故障转移组在其上变为主用状态的的设备按以下方式确定：

• 一台设备启动时，如果对等设备不可用，则两个故障转移组都会在该设备上变为主用状态。

• 一台设备启动时，如果对等设备处于主用状态（而且两个故障转移组都处于主用状态），则故障转移组将在主用设备上保持主用状态，而无论故障转移组的主设备或辅助设备首选项如何，直到出现以下情形之一：

  • 发生故障转移。

  • 手动强制执行故障转移。

  • 为故障转移组配置了抢占，这导致故障转移组在设备变得可用时，自动在首选设备上变为主用状态。

在主用/主用故障转移配置中，故障转移会在故障转移组级别，而不是系统级别进行。例如，如果您将两个故障转移组指定为主设备上的主用故障转移组，并且故障转移组 1 发生故障，则故障转移组 2 会在主设备上保持主用，而故障转移组 1 则会在辅助设备上变为主用状态。

由于故障转移组可以包含多个情景，并且每个情景可以包含多个接口，因此有可能单个情景中的所有接口都发生故障而不导致相关故障转移组发生故障。

下表显示了每个故障事件的故障转移操作。对于每种故障事件，给出了策略（是否发生故障转移）、主用故障转移组的操作和备用故障转移组的操作。

ASA 在优先级别 2 发出大量与故障转移有关的系统日志消息，级别 2 表示一种关键情况。要查看这些消息，请参阅系统日志消息指南。与故障转移关联的消息 ID 的范围是：101xxx、102xxx、103xxx、104xxx、105xxx、210xxx、311xxx、709xxx 和 727xxx。例如，105032 和 105043 表示故障转移链路存在问题。

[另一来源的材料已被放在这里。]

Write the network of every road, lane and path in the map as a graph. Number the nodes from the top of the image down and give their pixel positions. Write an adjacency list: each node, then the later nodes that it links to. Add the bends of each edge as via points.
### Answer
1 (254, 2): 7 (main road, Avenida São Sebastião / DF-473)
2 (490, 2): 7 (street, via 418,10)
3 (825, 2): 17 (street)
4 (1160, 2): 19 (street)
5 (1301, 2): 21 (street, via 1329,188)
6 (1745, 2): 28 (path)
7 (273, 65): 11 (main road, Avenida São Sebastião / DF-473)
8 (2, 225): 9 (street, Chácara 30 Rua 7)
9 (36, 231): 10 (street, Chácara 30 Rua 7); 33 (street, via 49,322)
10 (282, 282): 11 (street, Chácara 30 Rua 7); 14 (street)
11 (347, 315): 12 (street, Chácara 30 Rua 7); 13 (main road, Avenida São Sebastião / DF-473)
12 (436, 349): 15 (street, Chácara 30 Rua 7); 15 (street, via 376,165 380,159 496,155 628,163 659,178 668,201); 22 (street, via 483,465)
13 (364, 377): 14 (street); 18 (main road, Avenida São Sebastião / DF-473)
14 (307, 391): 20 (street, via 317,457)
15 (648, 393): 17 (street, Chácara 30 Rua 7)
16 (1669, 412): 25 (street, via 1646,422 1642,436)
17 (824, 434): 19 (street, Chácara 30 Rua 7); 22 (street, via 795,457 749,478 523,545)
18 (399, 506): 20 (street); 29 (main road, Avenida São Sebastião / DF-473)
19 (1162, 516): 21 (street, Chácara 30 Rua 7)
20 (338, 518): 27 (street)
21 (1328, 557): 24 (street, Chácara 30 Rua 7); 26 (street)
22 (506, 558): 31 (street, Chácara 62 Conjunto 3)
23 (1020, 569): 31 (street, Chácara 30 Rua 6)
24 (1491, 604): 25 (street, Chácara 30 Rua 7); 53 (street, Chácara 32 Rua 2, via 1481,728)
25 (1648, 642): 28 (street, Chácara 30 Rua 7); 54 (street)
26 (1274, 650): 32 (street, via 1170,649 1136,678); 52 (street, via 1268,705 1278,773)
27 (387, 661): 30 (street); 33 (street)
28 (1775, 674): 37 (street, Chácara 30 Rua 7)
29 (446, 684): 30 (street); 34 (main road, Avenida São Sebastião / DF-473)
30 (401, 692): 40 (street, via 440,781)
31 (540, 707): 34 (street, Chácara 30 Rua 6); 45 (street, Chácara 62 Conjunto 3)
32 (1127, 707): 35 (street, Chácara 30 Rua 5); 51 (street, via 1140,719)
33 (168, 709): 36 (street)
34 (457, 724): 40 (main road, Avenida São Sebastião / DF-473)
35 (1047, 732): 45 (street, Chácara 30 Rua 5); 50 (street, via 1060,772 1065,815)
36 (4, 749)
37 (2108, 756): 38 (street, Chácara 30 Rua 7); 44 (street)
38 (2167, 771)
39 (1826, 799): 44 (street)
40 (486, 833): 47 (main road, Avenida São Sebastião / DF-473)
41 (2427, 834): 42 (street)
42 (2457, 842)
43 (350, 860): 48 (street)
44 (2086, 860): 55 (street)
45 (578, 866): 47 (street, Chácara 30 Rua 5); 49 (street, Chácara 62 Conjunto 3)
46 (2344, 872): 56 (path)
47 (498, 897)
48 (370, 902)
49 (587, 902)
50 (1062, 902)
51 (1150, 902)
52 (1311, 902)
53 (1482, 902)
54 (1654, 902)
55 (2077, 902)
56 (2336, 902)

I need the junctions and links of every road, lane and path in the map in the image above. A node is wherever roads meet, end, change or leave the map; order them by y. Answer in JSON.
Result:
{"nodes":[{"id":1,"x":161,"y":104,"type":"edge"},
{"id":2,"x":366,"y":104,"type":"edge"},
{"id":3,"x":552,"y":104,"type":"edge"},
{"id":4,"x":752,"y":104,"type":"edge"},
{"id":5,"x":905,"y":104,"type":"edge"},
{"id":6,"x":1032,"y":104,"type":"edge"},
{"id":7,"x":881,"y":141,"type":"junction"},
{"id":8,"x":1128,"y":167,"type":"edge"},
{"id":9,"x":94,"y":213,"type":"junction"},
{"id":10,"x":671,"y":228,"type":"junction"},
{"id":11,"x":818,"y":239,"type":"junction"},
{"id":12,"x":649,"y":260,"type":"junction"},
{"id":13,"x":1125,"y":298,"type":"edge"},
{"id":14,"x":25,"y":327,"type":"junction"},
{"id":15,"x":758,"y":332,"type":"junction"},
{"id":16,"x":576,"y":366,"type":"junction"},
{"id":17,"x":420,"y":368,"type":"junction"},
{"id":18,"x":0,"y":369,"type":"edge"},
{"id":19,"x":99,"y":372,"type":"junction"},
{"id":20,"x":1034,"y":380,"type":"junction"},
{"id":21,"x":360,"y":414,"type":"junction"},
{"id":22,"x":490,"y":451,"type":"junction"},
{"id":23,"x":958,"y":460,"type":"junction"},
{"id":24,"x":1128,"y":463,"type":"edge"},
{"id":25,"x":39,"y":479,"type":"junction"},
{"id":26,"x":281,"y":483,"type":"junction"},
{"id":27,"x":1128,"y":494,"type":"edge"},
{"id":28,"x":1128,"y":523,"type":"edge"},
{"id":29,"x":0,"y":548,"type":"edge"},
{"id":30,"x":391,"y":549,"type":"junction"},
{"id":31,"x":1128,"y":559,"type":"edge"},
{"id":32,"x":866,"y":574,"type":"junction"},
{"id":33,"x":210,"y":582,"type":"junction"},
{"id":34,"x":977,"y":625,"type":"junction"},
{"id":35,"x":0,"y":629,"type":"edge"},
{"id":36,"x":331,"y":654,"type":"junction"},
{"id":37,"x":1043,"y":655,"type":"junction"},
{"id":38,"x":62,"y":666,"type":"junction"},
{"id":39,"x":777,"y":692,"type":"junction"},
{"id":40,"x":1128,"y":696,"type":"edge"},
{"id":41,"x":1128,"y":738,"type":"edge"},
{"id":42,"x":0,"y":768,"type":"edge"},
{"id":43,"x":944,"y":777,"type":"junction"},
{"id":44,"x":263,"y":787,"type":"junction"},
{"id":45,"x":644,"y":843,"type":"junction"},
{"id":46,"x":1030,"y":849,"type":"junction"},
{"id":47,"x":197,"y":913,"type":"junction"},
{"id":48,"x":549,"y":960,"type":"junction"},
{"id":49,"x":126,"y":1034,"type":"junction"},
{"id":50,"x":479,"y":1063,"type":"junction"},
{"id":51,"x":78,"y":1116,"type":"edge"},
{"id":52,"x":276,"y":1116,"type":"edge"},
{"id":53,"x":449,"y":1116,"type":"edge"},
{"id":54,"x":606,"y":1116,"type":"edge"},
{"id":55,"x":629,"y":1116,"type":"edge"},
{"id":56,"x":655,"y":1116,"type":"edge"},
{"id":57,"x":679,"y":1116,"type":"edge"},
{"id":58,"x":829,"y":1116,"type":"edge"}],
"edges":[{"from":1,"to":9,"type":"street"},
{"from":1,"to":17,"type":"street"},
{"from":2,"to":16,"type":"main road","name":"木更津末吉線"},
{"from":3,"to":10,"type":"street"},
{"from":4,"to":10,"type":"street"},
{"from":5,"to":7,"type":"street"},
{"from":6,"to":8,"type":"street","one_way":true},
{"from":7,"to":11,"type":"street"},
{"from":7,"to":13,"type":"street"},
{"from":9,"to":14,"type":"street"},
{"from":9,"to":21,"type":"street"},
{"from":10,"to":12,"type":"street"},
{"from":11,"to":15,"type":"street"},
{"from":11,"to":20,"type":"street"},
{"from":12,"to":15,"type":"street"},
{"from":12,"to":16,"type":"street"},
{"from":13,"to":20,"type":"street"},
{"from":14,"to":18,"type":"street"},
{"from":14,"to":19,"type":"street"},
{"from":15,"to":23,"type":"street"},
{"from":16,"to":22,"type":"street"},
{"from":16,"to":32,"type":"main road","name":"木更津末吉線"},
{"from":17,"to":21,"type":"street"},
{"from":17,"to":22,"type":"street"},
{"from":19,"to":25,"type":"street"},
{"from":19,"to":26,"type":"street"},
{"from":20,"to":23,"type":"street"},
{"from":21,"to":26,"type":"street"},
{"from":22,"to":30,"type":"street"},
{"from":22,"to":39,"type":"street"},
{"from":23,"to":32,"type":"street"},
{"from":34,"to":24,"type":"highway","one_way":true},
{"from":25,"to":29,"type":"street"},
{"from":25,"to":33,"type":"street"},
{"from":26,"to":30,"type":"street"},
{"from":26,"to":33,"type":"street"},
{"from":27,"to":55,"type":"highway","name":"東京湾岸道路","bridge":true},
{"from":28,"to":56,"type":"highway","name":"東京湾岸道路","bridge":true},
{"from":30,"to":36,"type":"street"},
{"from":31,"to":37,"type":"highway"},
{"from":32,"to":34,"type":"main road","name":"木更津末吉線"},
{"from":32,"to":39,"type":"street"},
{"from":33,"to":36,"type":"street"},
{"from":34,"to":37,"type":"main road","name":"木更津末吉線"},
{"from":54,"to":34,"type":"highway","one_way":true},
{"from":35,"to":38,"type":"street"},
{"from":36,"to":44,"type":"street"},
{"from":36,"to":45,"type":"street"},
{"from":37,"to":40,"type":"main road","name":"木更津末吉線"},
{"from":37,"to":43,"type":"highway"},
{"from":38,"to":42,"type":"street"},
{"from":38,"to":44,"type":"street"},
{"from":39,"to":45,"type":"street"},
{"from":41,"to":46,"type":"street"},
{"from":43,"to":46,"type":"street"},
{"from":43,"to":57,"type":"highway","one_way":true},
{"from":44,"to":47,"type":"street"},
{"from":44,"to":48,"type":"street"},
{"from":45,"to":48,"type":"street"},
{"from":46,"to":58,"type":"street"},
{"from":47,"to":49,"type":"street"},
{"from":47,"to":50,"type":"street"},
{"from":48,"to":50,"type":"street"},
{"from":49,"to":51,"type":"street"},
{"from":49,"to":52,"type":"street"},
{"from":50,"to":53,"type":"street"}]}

注	故障转移期间，ASA 按照逻辑先关闭接口，再启动接口，从而生成日志消息 411001 和 411002。这是正常活动。

要查看调试消息，请输入 debug fover 命令。有关更多信息，请参阅命令参考。

注	由于调试输出在 CPU 进程中分配的高优先级，它可能会极大地影响系统性能。为此，应仅在对特定问题进行故障排除或与思科 TAC 进行故障排除会话过程中使用 debug fover 命令。

要接收故障转移的 SNMP 系统日志陷阱，请将 SNMP 代理配置为发送 SNMP 陷阱到 SNMP 管理站、定义系统日志主机，并将思科系统日志 MIB 汇集到 SNMP 管理站中。